In my world, being gay meant that you fit into every gay stereotype that exists.
My thinking was really fucked up, and I'm glad that I finally got over it.
Given that context, the Larry Craig situation was fascinating to me. The guy is obviously gay, but so far in the closet that he can't see it.
I remember meeting guys like Craig and maybe I was a little like him when I thought "I like to have sex w/men, but that doesn't make me gay."
What complete and utter bullshit!
But, like I said, that is in my past (and no, I never looked for sex in a public restroom).
But anyway, back to the point.
This evening, I came across this article on Andrew Sullivan's blog. He linked to this from a young gay conservative who decided to come out in order to avoid the fate of Larry Craig.

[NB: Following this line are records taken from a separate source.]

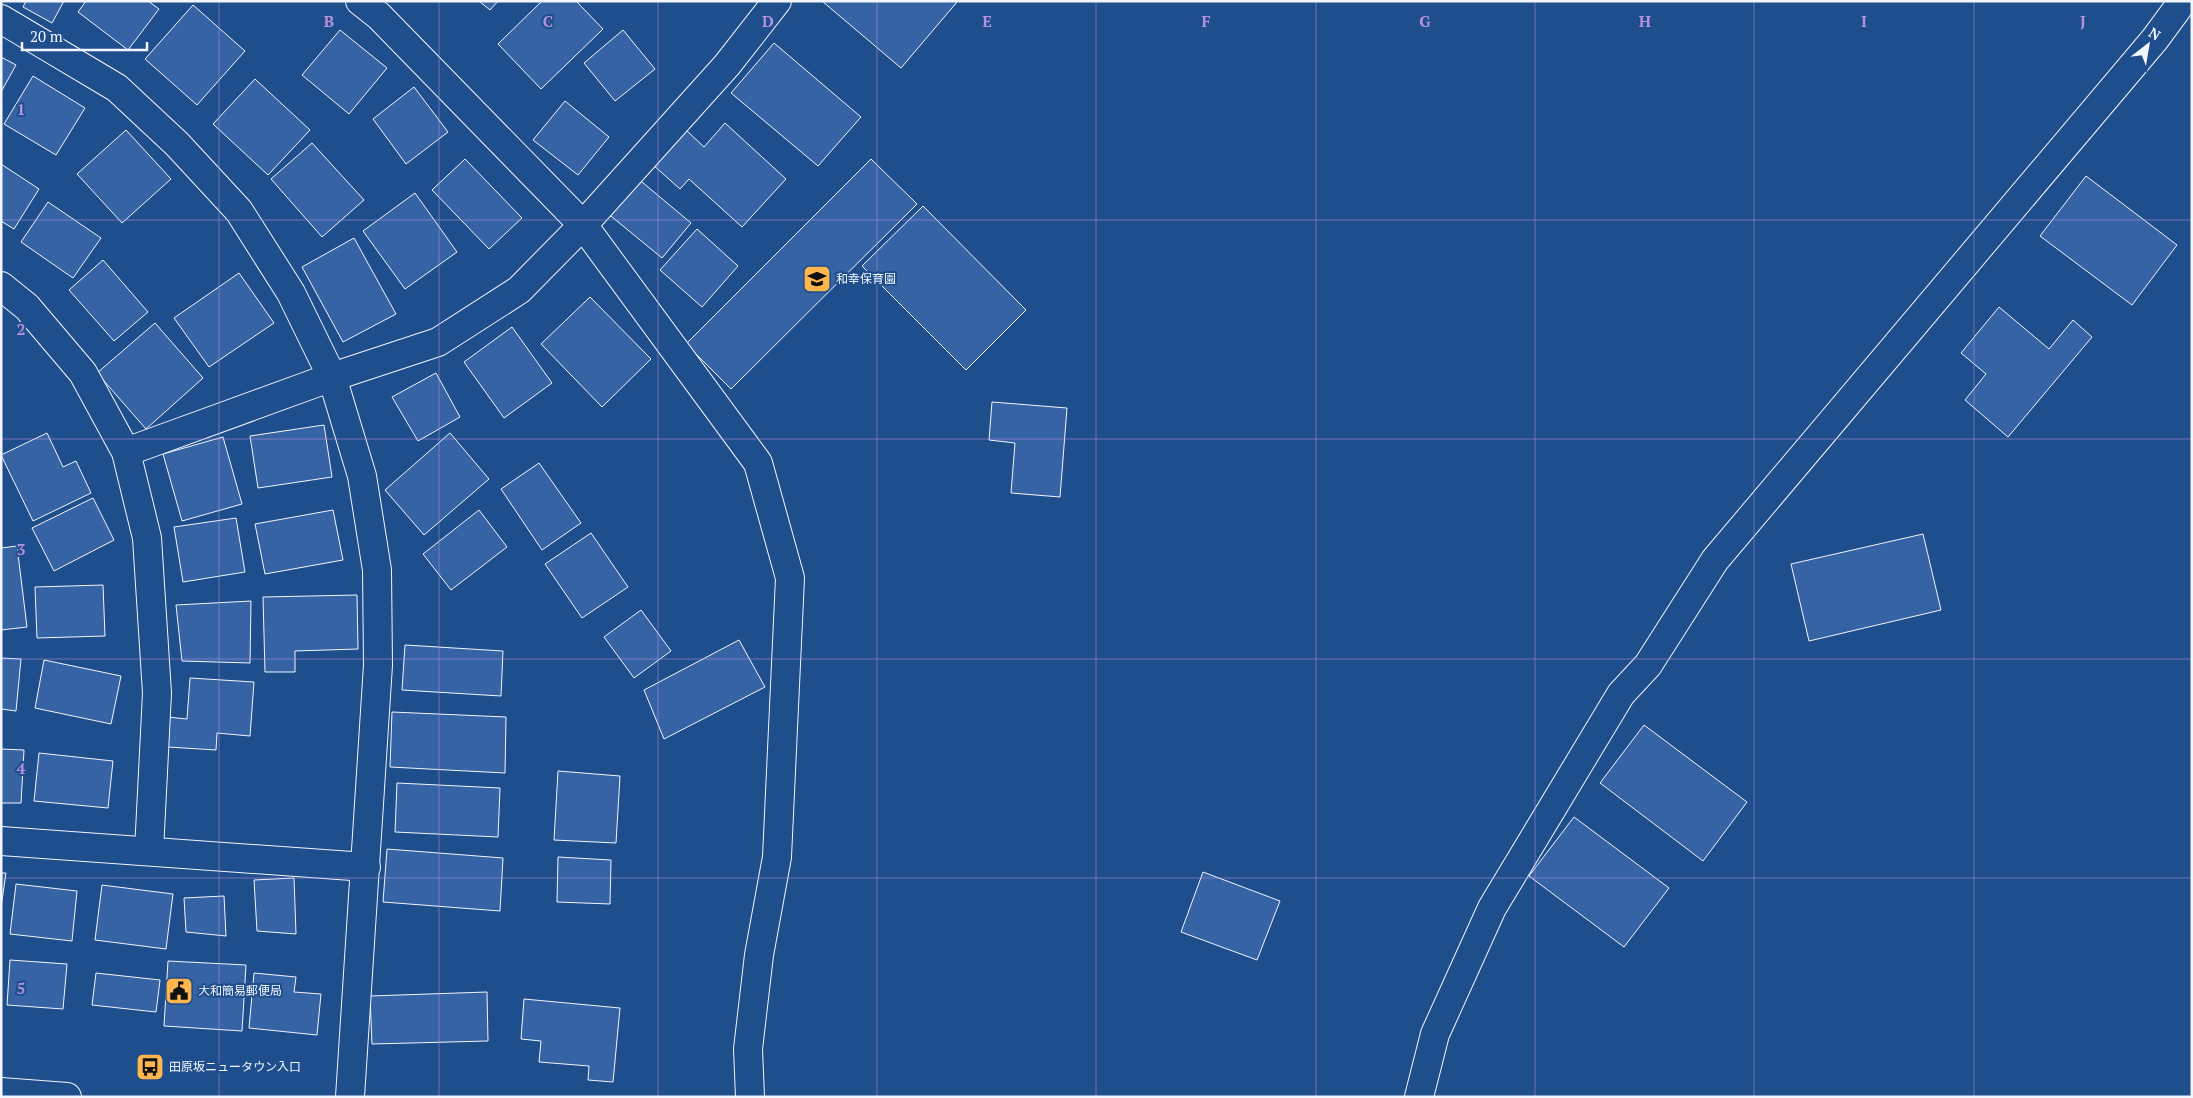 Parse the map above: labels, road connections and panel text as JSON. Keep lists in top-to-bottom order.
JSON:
{
  "places": {
    "school or university": ["和幸保育園"],
    "public building": ["大和簡易郵便局"],
    "bus stop": ["田原坂ニュータウン入口"]
  },
  "scale_bar": "20 m",
  "north": "top right",
  "grid": {
    "columns": [
      "B",
      "C",
      "D",
      "E",
      "F",
      "G",
      "H",
      "I",
      "J"
    ],
    "rows": [
      "1",
      "2",
      "3",
      "4",
      "5"
    ]
  }
}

Let's take a look at what he wrote:
As a Republican, I fully supported Senator Larry Craig a few days ago when he defiantly told the press he wasn't gay, despite the fact he'd recently pleaded guilty to soliciting sex in a public bathroom.

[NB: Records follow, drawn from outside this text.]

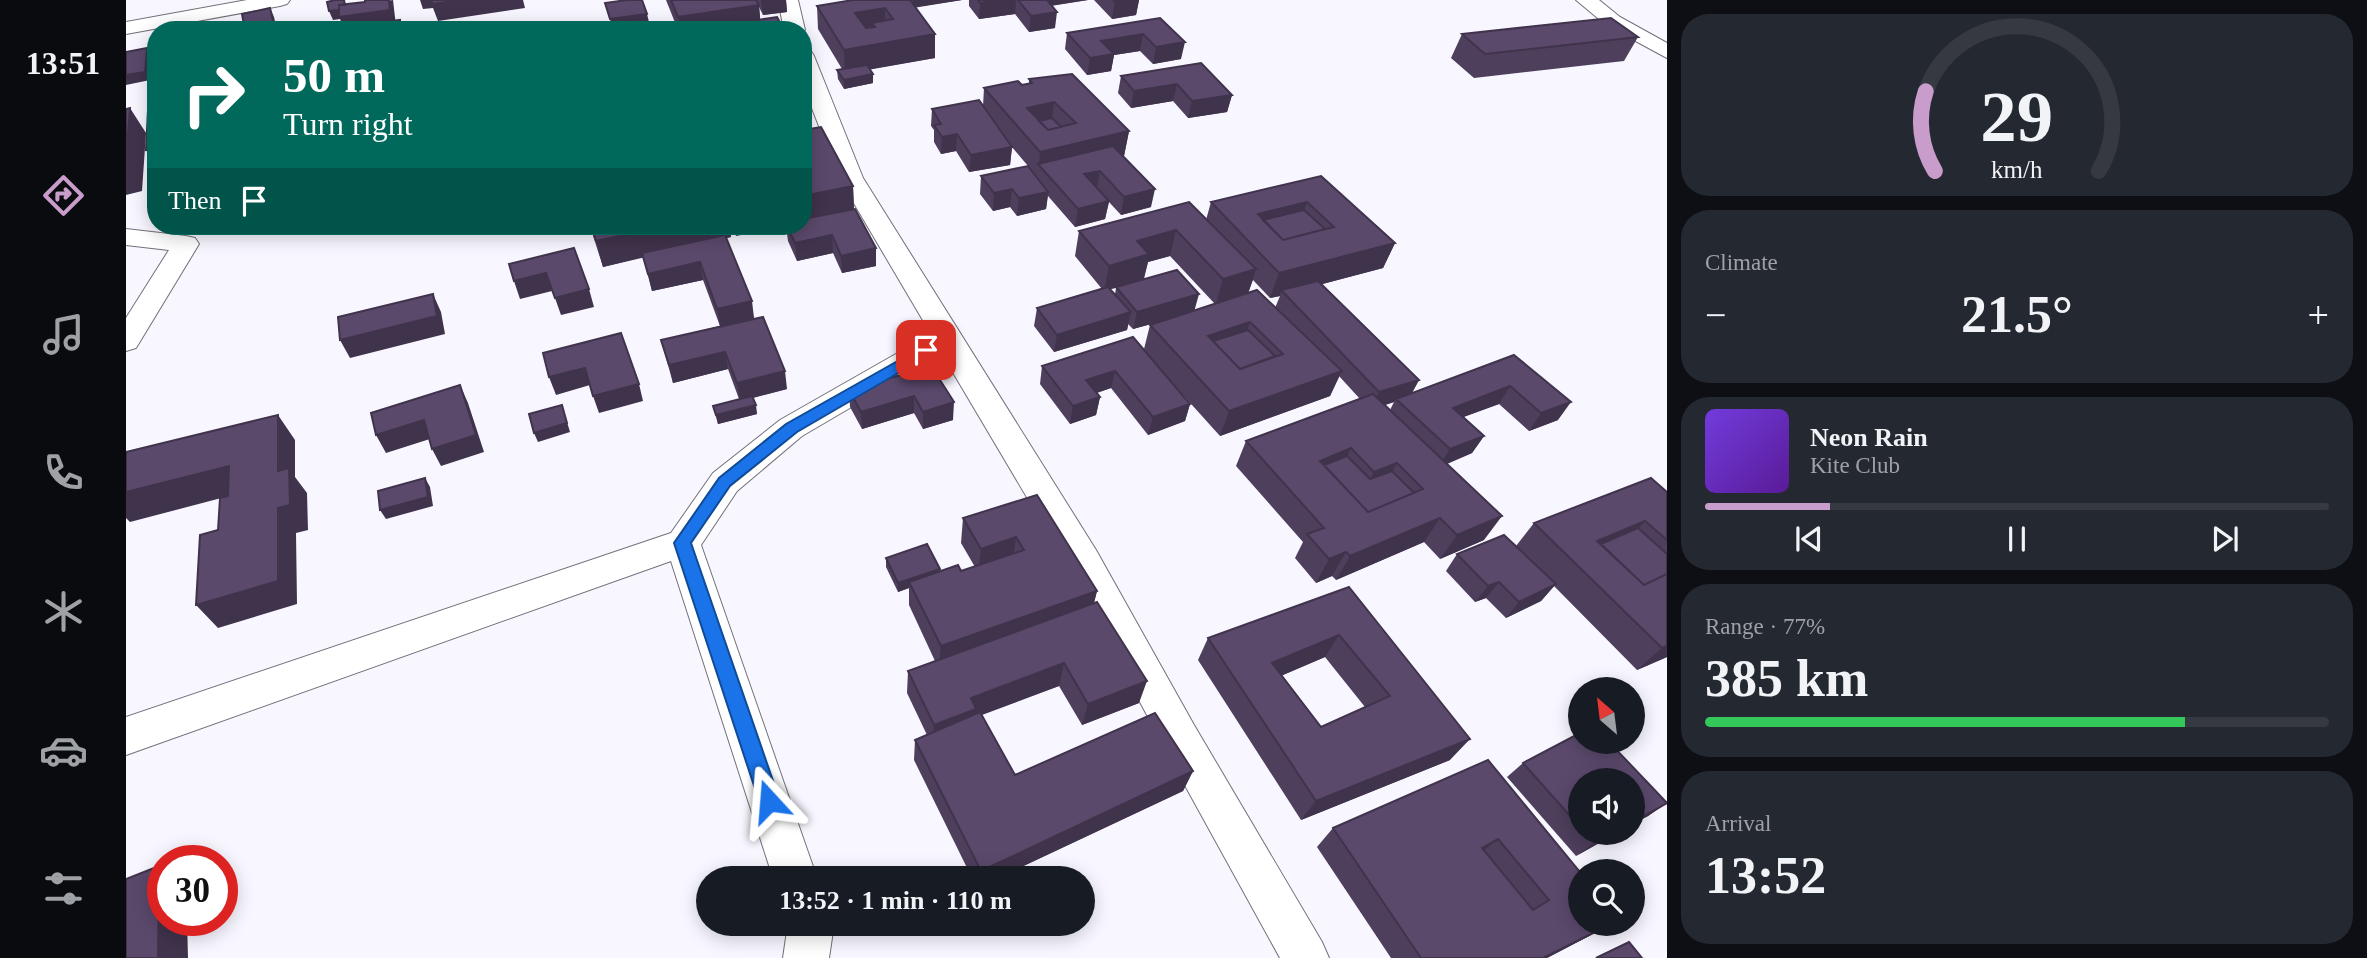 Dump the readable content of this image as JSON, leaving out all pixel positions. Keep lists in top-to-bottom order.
{
  "north": "top left",
  "page": {
    "tabs": "13:51",
    "turn": ["50 m", "Turn right"],
    "then": "Then",
    "tile": [
      "Climate",
      ["Range · 77%", "385 km"],
      ["Arrival", "13:52"]
    ],
    "heat": ["−", "21.5°", "+"],
    "song": ["Neon Rain", "Kite Club"],
    "limit": "30",
    "trip": "13:52 · 1 min · 110 m",
    "gauge": ["29", "km/h"]
  }
}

Back in high school, I tortured myself trying not to look at the other boys changing clothes in the locker room after long, humid hours running the track field.

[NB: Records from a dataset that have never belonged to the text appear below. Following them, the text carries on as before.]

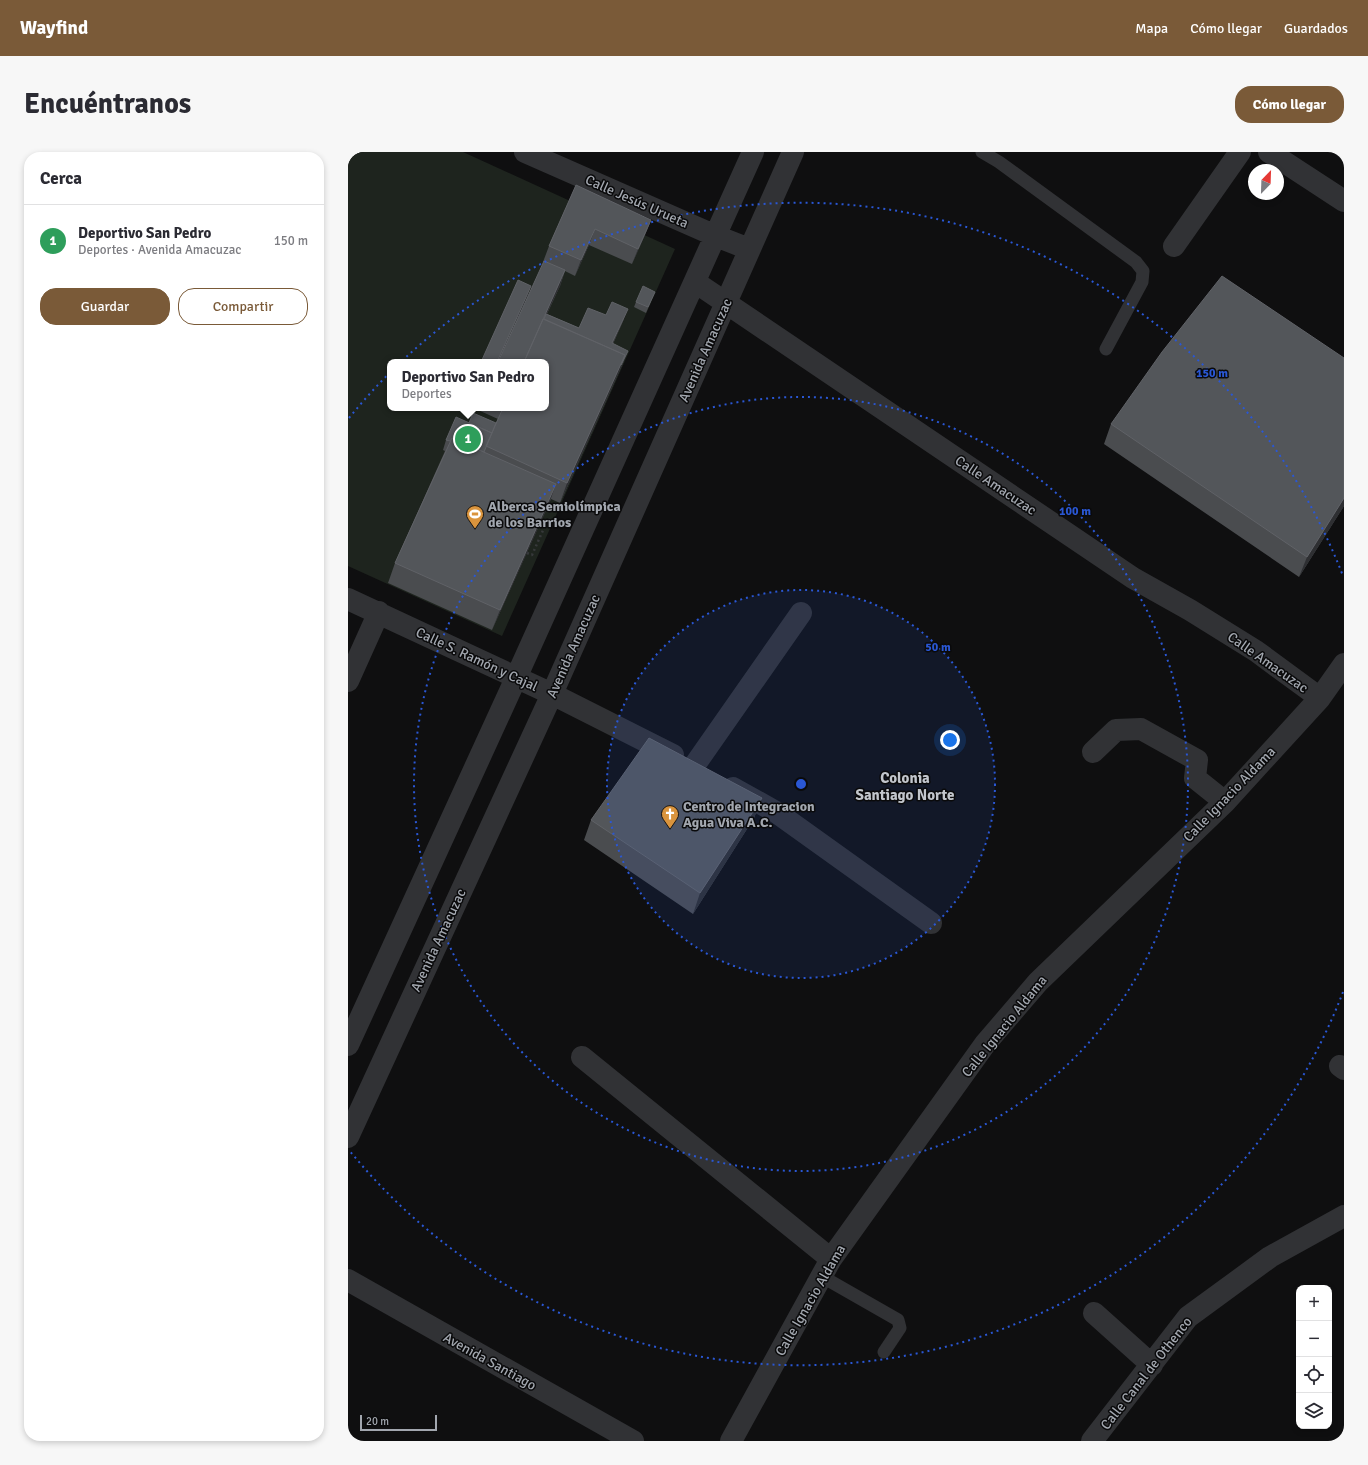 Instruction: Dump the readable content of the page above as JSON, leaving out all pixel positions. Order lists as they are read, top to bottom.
{
  "streets": {
    "street": [
      "Calle Jesús Urueta",
      "Avenida Amacuzac",
      "Calle Amacuzac",
      "Calle S. Ramón y Cajal",
      "Calle Ignacio Aldama",
      "Avenida Santiago",
      "Calle Canal de Othenco"
    ]
  },
  "crossings": [
    ["Calle Jesús Urueta", "Avenida Amacuzac"],
    ["Avenida Amacuzac", "Calle Amacuzac"],
    ["Avenida Amacuzac", "Calle S. Ramón y Cajal"],
    ["Calle Amacuzac", "Calle Ignacio Aldama"]
  ],
  "districts": ["Colonia Santiago Norte"],
  "places": {
    "sports": ["Alberca Semiolímpica de los Barrios"],
    "church": ["Centro de Integracion Agua Viva A.C."]
  },
  "scale_bar": "20 m",
  "north": "top right",
  "page": {
    "header": "Wayfind",
    "nav": ["Mapa", "Cómo llegar", "Guardados"],
    "buttons": [
      "Cómo llegar",
      ["Guardar", "Compartir"]
    ],
    "title": "Encuéntranos",
    "heading": "Cerca",
    "list": [
      {
        "mark": "1",
        "name": "Deportivo San Pedro",
        "note": "Deportes · Avenida Amacuzac",
        "value": "150 m"
      }
    ],
    "popup": ["Deportivo San Pedro", "Deportes"],
    "pins": "1",
    "map_buttons": ["+", "−"],
    "scale": "20 m"
  },
  "rings": ["150 m", "100 m", "50 m"]
}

But like Craig, I wasn't gay either - I had added my name to a petition asking the school to prevent a gay/straight alliance club from forming.
In college, I'd find a deserted corner of the campus library to read back issues of Out and The Advocate, two of the country's most popular gay lesbian bisexual and transgendered magazines, praying to God that no one would see me.
I hate that I understand where this writer is coming from. Though I never was actively anti-gay, I do recall sneaking reads from gay magazines while in bookstores. I was so afraid of running into someone I knew while I was perusing a copy of the Advocate or any other magazine with a gay theme. I was even too afraid to go to the gay and lesbian section of Borders out of fear that I would run into someone and my secret would be revealed.
The writer tells us more:
On perfectly bright afternoons, I like cruising through highways with friends while we throw words like "fag" and "queer" at each other as though they were silly insults, not to be taken seriously. By night, I do a different kind of cruising, driving to local gay clubs by myself whenever I feel particularly lonely. But I wasn't gay.
Yeah, I remember that BS. I'd pretend to chase after women, but then go to a gay bar when my straight friends went home.
The fear of being 'caught' can be an all-consuming paranoia for those who live in the closet. An outing can make one afraid of not being accepted, of losing friendships and loves, of being treated with contempt or humiliation. But the biggest fear is a personal one: fear of confronting who you are.
Again, he got that right. I was terrified of being "caught."
I also still believe in the primacy of individual choices. Craig has decided to conform to his party's view on homosexuality and stay in the shadow. I support his right to choose that life for himself.
What I can no longer support is choosing that life for me.
As I mentioned, I made the decision to come out some six years ago. Lying and sneaking didn't become me. Since I came out, life has become happier and more sane than it ever was.
If you are gay and afraid to come out, I hope that you decide to come out rather than continuing to live your life in the shadows.